What is expected → List, from the lines below, each one with "Friedrichstraße" in it.

Supplied records →
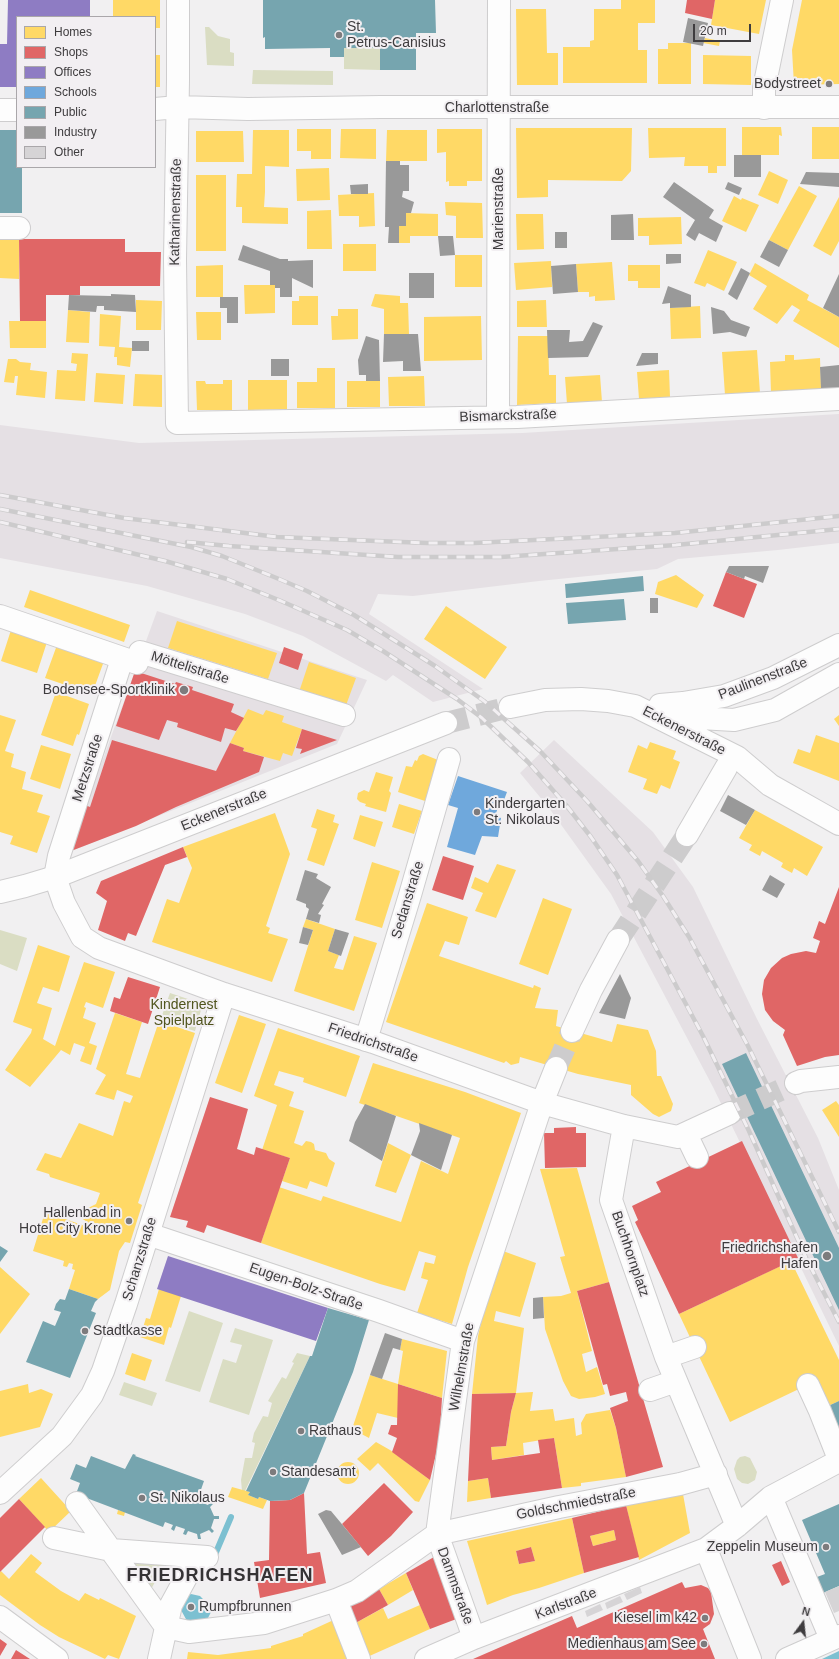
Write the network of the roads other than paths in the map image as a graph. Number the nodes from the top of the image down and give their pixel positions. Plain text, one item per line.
1 (178, 0) edge
2 (499, 0) edge
3 (782, 0) edge
4 (178, 107) junction
5 (499, 108) junction
6 (764, 108) junction
7 (839, 108) edge
8 (156, 109) edge
9 (0, 110) edge
10 (16, 110) edge
11 (839, 399) edge
12 (508, 417) junction
13 (177, 424) joint
14 (0, 616) edge
15 (839, 645) edge
16 (122, 659) junction
17 (839, 674) edge
18 (773, 678) junction
19 (635, 706) junction
20 (510, 707) tunnel mouth
21 (344, 715) dead end
22 (734, 720) junction
23 (446, 723) tunnel mouth
24 (449, 759) dead end
25 (731, 763) junction
26 (839, 824) edge
27 (687, 835) tunnel mouth
28 (55, 877) junction
29 (0, 892) edge
30 (618, 940) tunnel mouth
31 (224, 994) junction
32 (572, 1031) tunnel mouth
33 (366, 1040) junction
34 (556, 1068) tunnel mouth
35 (839, 1077) edge
36 (796, 1082) tunnel mouth
37 (542, 1103) junction
38 (730, 1113) tunnel mouth
39 (624, 1126) junction
40 (686, 1134) junction
41 (697, 1157) dead end
42 (148, 1234) junction
43 (463, 1341) junction
44 (695, 1347) dead end
45 (666, 1357) junction
46 (676, 1381) junction
47 (808, 1385) dead end
48 (650, 1390) dead end
49 (839, 1460) edge
50 (716, 1474) junction
51 (0, 1493) edge
52 (771, 1497) junction
53 (77, 1503) dead end
54 (737, 1526) junction
55 (437, 1534) junction
56 (54, 1538) dead end
57 (706, 1548) junction
58 (111, 1550) junction
59 (336, 1600) junction
60 (0, 1617) edge
61 (166, 1627) junction
62 (474, 1638) junction
63 (835, 1638) edge
64 (57, 1659) edge
65 (159, 1659) edge
66 (359, 1659) edge
67 (428, 1659) edge
68 (750, 1659) edge
69 (787, 1659) edge

1 - 4 street, Katharinenstraße
2 - 5 street, Marienstraße
3 - 6 street
4 - 5 street, Charlottenstraße
4 - 8 street, Charlottenstraße
4 - 13 street, Katharinenstraße
5 - 6 street, Charlottenstraße
5 - 12 street, Marienstraße
6 - 7 street, Charlottenstraße
9 - 10 street
11 - 12 street, Bismarckstraße
12 - 13 street, Bismarckstraße
14 - 16 street, Möttelistraße
15 - 18 street, Paulinenstraße
16 - 21 street, Möttelistraße
16 - 28 street, Metzstraße
17 - 22 street, Paulinenstraße
18 - 19 street, Paulinenstraße
18 - 22 street
19 - 20 street, Eckenerstraße
19 - 22 street, Paulinenstraße
19 - 25 street, Eckenerstraße
22 - 25 street
23 - 28 street, Eckenerstraße
24 - 33 street, Sedanstraße
25 - 26 street, Eckenerstraße
25 - 27 street
28 - 29 street, Eckenerstraße
28 - 31 street, Friedrichstraße
30 - 32 street
31 - 33 street, Friedrichstraße
31 - 42 street, Schanzstraße
33 - 37 street, Friedrichstraße
34 - 37 street, Wilhelmstraße
35 - 36 street
37 - 39 street, Friedrichstraße
37 - 43 street, Wilhelmstraße
38 - 40 street, Friedrichstraße
39 - 40 street, Friedrichstraße
39 - 45 street, Buchhornplatz
40 - 41 street
42 - 43 street, Eugen-Bolz-Straße
42 - 51 street, Schanzstraße
43 - 55 street, Wilhelmstraße
44 - 45 street
45 - 46 street, Buchhornplatz
46 - 48 street
46 - 50 street, Buchhornplatz
47 - 49 street
49 - 52 street
50 - 54 street, Buchhornplatz
50 - 55 street, Goldschmiedstraße
52 - 54 street
52 - 63 street
53 - 58 street
54 - 57 street
55 - 59 street
55 - 62 street, Dammstraße
56 - 58 street
57 - 62 street, Karlstraße
57 - 68 street
58 - 61 street
58 - 61 street
59 - 61 street
59 - 66 street
60 - 64 street
61 - 65 street
62 - 67 street, Karlstraße
63 - 69 street

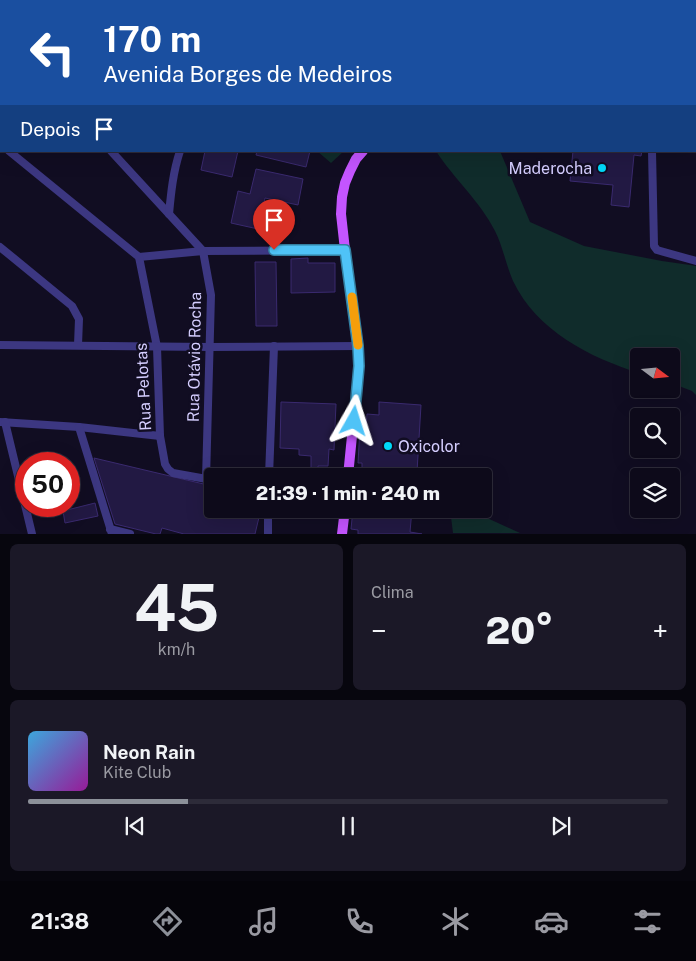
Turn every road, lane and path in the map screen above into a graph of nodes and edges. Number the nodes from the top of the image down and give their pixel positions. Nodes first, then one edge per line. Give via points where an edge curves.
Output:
1 (10, 152) edge
2 (112, 152) edge
3 (180, 152) edge
4 (362, 152) edge
5 (652, 152) edge
6 (169, 214) junction
7 (0, 247) edge
8 (345, 250) junction
9 (202, 251) junction
10 (139, 256) junction
11 (696, 261) edge
12 (0, 344) edge
13 (78, 345) junction
14 (274, 346) junction
15 (358, 346) junction
16 (156, 347) junction
17 (210, 347) junction
18 (2, 422) edge
19 (78, 427) junction
20 (160, 436) junction
21 (209, 468) edge
22 (269, 468) edge
23 (349, 468) edge
24 (204, 479) edge
25 (268, 518) edge
26 (344, 518) edge
27 (111, 531) edge
28 (32, 534) edge
29 (130, 534) edge
30 (268, 534) edge
31 (342, 534) edge

1 - 10 street
2 - 6 street
3 - 6 street
4 - 8 main road via 350,171 342,197
5 - 11 street via 654,246 657,250
6 - 9 street
7 - 13 street via 72,306 79,319
8 - 9 street
8 - 15 main road
9 - 10 street
9 - 17 street, Rua Otávio Rocha via 211,295
10 - 16 street, Rua Pelotas
12 - 13 street
13 - 16 street
14 - 15 street
14 - 17 street
14 - 22 street
15 - 23 main road via 359,366
16 - 17 street
16 - 20 street, Rua Pelotas
17 - 21 street, Rua Otávio Rocha
18 - 19 street
18 - 28 street
19 - 20 street
19 - 27 street
20 - 24 street, Rua Pelotas via 168,469
25 - 30 street
26 - 31 main road
27 - 29 street

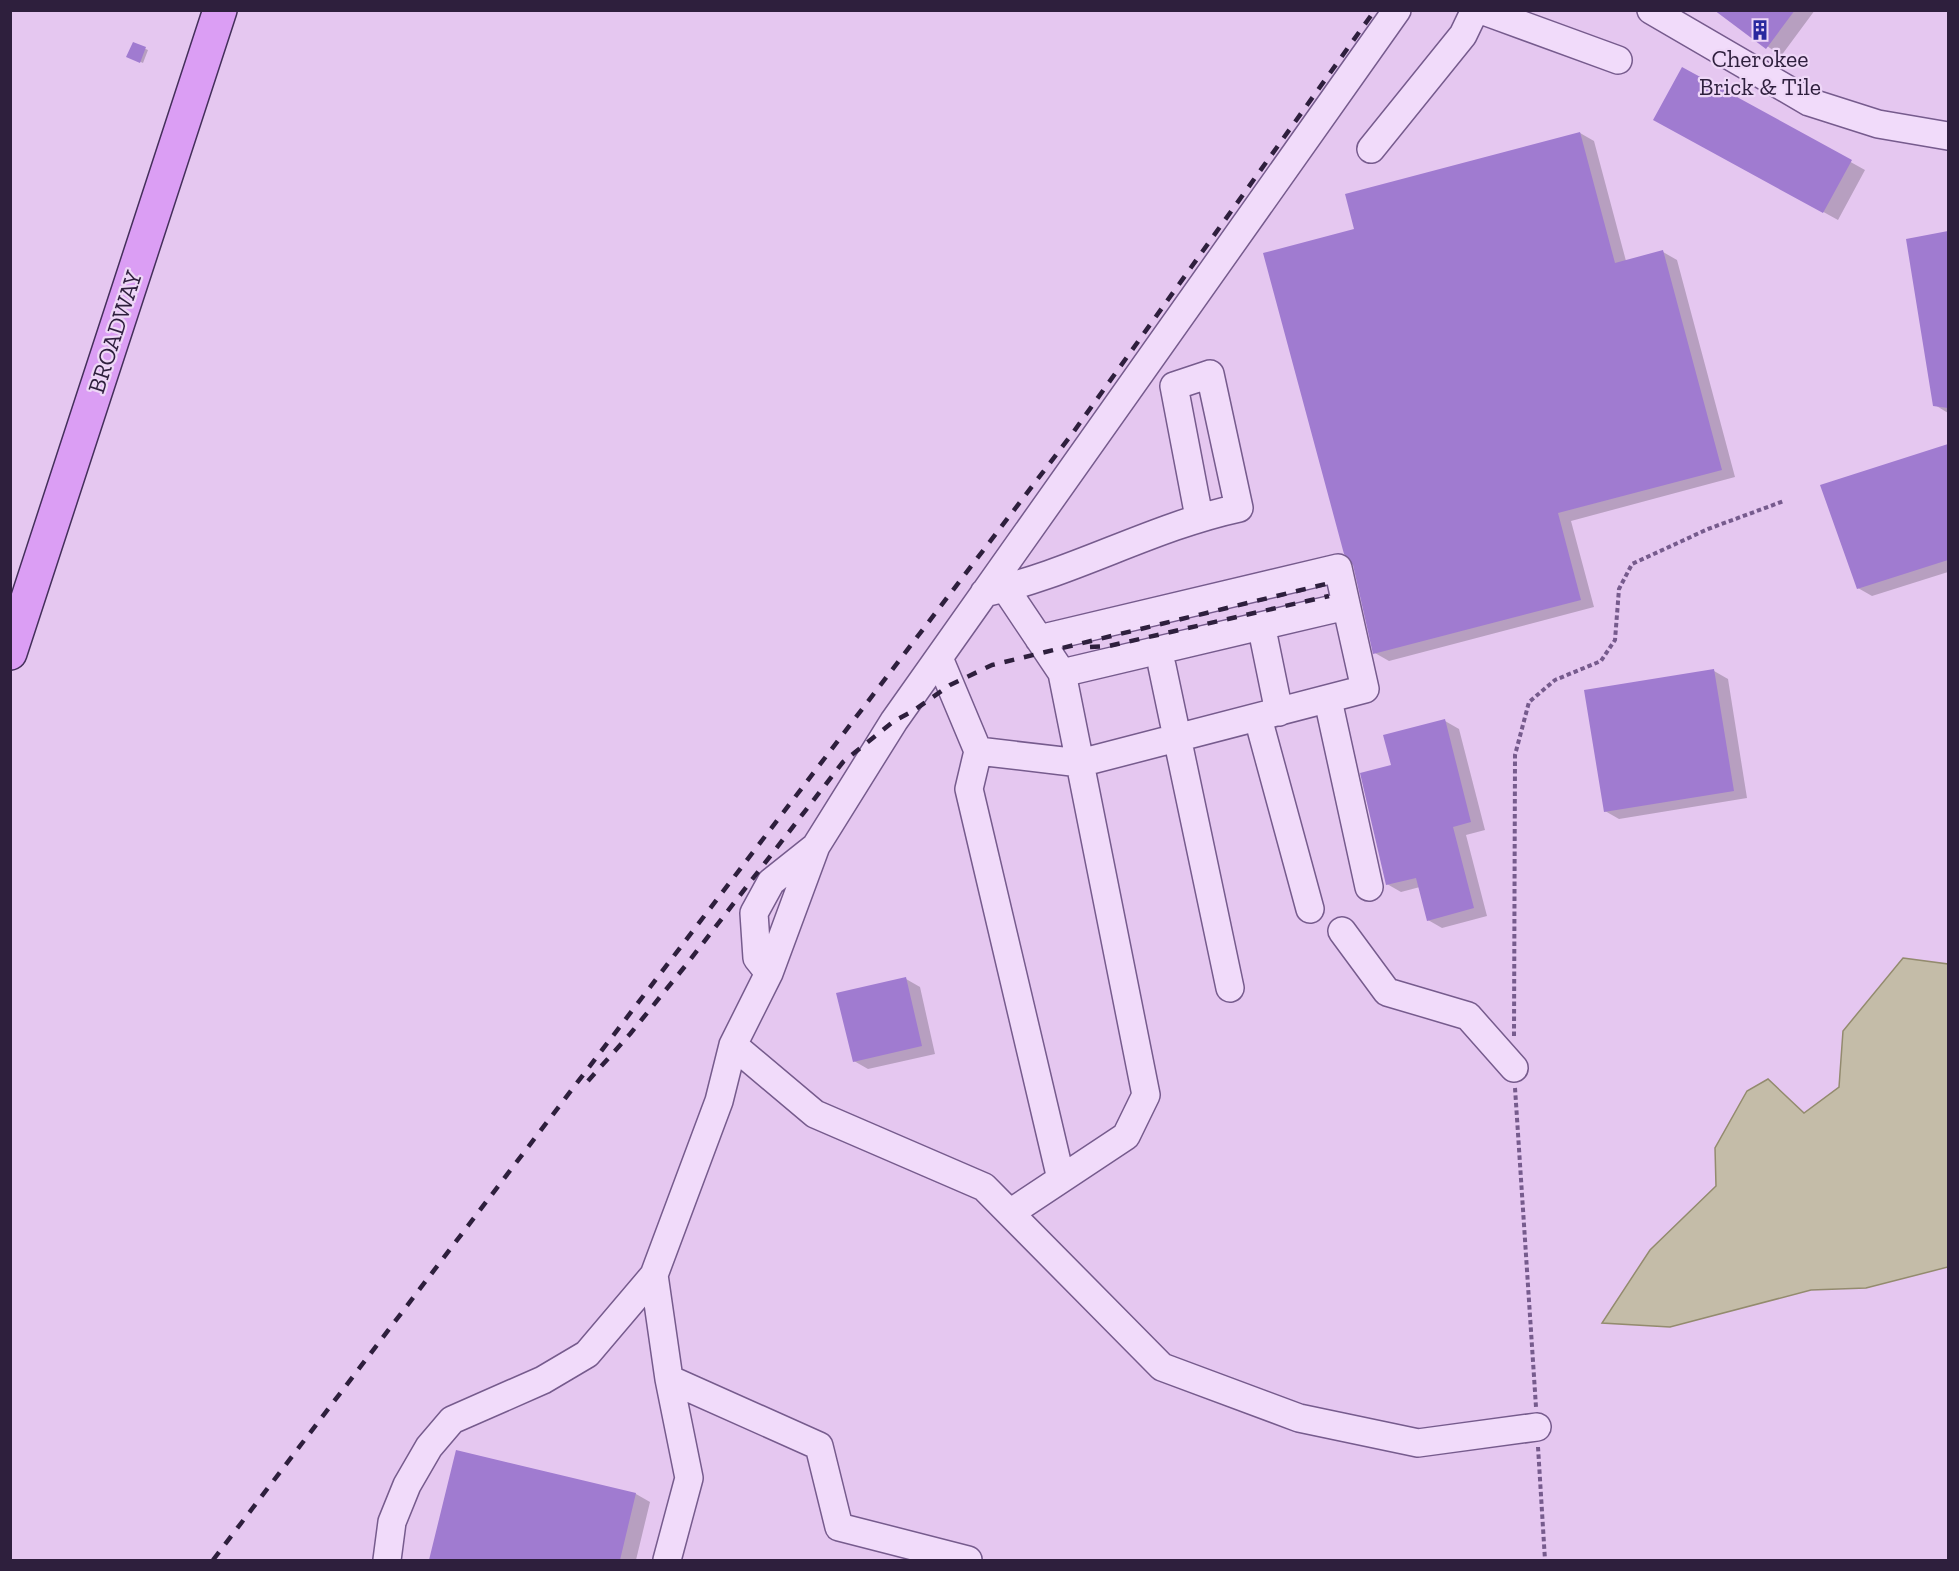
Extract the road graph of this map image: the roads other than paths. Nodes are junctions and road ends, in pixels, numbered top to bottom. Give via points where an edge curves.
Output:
1 (220, 10) edge
2 (1397, 10) edge
3 (1475, 10) edge
4 (1482, 10) edge
5 (1651, 10) edge
6 (1618, 60) dead end
7 (1948, 136) edge
8 (1371, 148) dead end
9 (1199, 517) junction
10 (994, 590) junction
11 (1346, 606) junction
12 (1263, 634) dead end
13 (1039, 639) junction
14 (10, 653) edge
15 (939, 658) junction
16 (1162, 666) dead end
17 (1062, 673) junction
18 (1328, 700) junction
19 (1269, 715) junction
20 (1178, 738) junction
21 (978, 751) junction
22 (1080, 763) junction
23 (1369, 887) dead end
24 (1310, 909) dead end
25 (1342, 931) dead end
26 (1230, 988) dead end
27 (733, 1045) junction
28 (1514, 1068) road end
29 (1061, 1179) junction
30 (1010, 1213) junction
31 (654, 1275) junction
32 (669, 1379) junction
33 (1537, 1427) road end
34 (387, 1560) edge
35 (667, 1560) edge
36 (968, 1560) edge

1 - 14 main road, BROADWAY
2 - 10 street
3 - 8 street via 1463,34
4 - 6 street
5 - 7 street via 1809,102 1878,124
9 - 9 street via 1239,508 1210,374 1174,386
9 - 10 street via 1030,582
10 - 13 street
10 - 15 street
11 - 13 street via 1338,568
11 - 17 street
11 - 18 street via 1365,689
12 - 19 street
13 - 17 street
15 - 21 street
15 - 27 street via 894,721 816,846 769,973
16 - 20 street
17 - 22 street
18 - 19 street
18 - 23 street
19 - 20 street
19 - 24 street
20 - 22 street
20 - 26 street
21 - 22 street
21 - 29 street via 969,789
22 - 29 street via 1146,1095 1126,1136
25 - 28 street via 1388,992 1468,1016
27 - 30 street via 815,1114 984,1186
27 - 31 street via 718,1101
29 - 30 street
30 - 33 street via 1162,1367 1299,1418 1418,1443
31 - 32 street
31 - 34 street via 587,1354 543,1380 452,1420 429,1447 407,1485 392,1522
32 - 35 street via 689,1478
32 - 36 street via 819,1446 838,1527

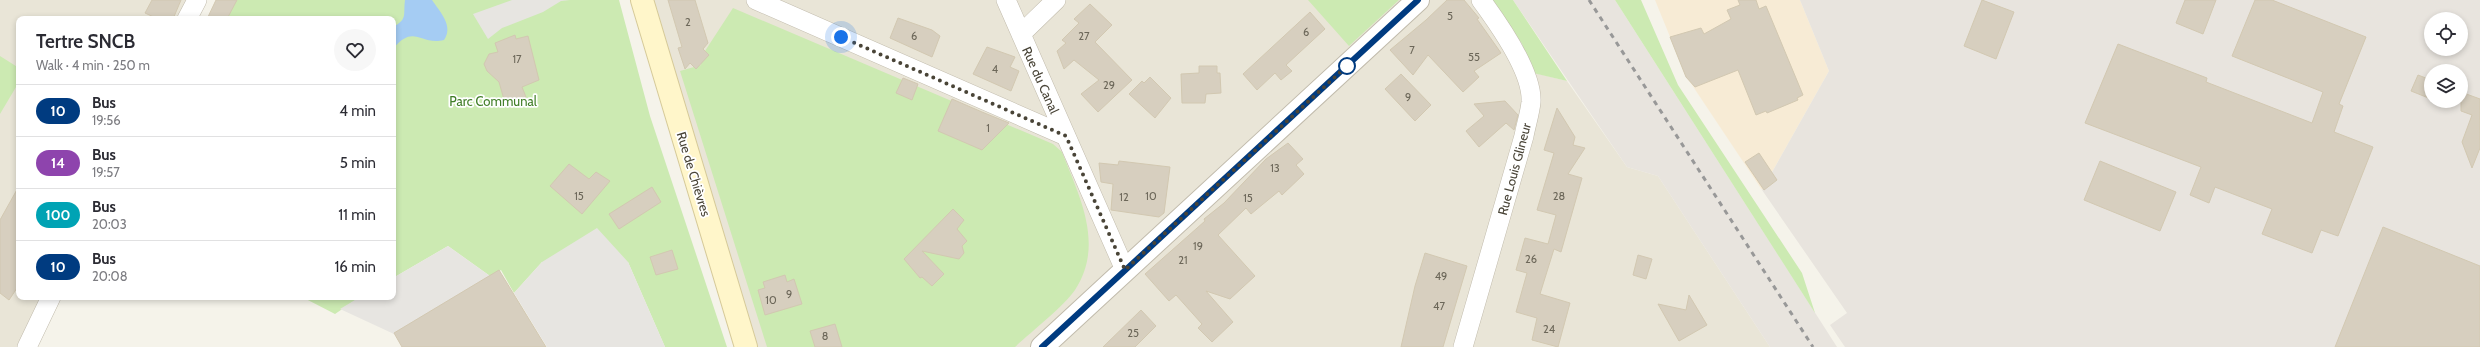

Reply to the exercise →
28 - 31 street, Friedrichstraße
31 - 33 street, Friedrichstraße
33 - 37 street, Friedrichstraße
37 - 39 street, Friedrichstraße
38 - 40 street, Friedrichstraße
39 - 40 street, Friedrichstraße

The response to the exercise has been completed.